→ **MATERIAL FOR THIS EXERCISE**:
+--

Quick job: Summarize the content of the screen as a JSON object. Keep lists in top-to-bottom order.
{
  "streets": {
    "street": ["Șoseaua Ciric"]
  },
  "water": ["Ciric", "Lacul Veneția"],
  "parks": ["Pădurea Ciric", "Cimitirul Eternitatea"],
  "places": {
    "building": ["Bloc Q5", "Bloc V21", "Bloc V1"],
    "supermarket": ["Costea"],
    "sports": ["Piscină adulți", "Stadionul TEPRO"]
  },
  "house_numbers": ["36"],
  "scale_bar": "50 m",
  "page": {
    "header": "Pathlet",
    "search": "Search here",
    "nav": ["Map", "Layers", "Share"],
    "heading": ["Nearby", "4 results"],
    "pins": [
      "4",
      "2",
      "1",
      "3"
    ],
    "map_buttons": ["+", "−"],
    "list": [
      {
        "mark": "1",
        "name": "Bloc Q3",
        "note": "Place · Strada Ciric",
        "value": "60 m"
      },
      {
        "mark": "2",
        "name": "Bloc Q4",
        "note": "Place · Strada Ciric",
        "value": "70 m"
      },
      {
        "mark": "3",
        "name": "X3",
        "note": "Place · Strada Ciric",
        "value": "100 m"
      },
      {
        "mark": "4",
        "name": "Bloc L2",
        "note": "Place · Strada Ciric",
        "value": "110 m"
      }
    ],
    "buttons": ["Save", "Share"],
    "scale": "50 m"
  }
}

+--

→ **EXERCISE**: Retype all of the material exactly as it stands above.

→ **SOLUTION TO THIS EXERCISE**:
Quick job: Summarize the content of the screen as a JSON object. Keep lists in top-to-bottom order.
{
  "streets": {
    "street": ["Șoseaua Ciric"]
  },
  "water": ["Ciric", "Lacul Veneția"],
  "parks": ["Pădurea Ciric", "Cimitirul Eternitatea"],
  "places": {
    "building": ["Bloc Q5", "Bloc V21", "Bloc V1"],
    "supermarket": ["Costea"],
    "sports": ["Piscină adulți", "Stadionul TEPRO"]
  },
  "house_numbers": ["36"],
  "scale_bar": "50 m",
  "page": {
    "header": "Pathlet",
    "search": "Search here",
    "nav": ["Map", "Layers", "Share"],
    "heading": ["Nearby", "4 results"],
    "pins": [
      "4",
      "2",
      "1",
      "3"
    ],
    "map_buttons": ["+", "−"],
    "list": [
      {
        "mark": "1",
        "name": "Bloc Q3",
        "note": "Place · Strada Ciric",
        "value": "60 m"
      },
      {
        "mark": "2",
        "name": "Bloc Q4",
        "note": "Place · Strada Ciric",
        "value": "70 m"
      },
      {
        "mark": "3",
        "name": "X3",
        "note": "Place · Strada Ciric",
        "value": "100 m"
      },
      {
        "mark": "4",
        "name": "Bloc L2",
        "note": "Place · Strada Ciric",
        "value": "110 m"
      }
    ],
    "buttons": ["Save", "Share"],
    "scale": "50 m"
  }
}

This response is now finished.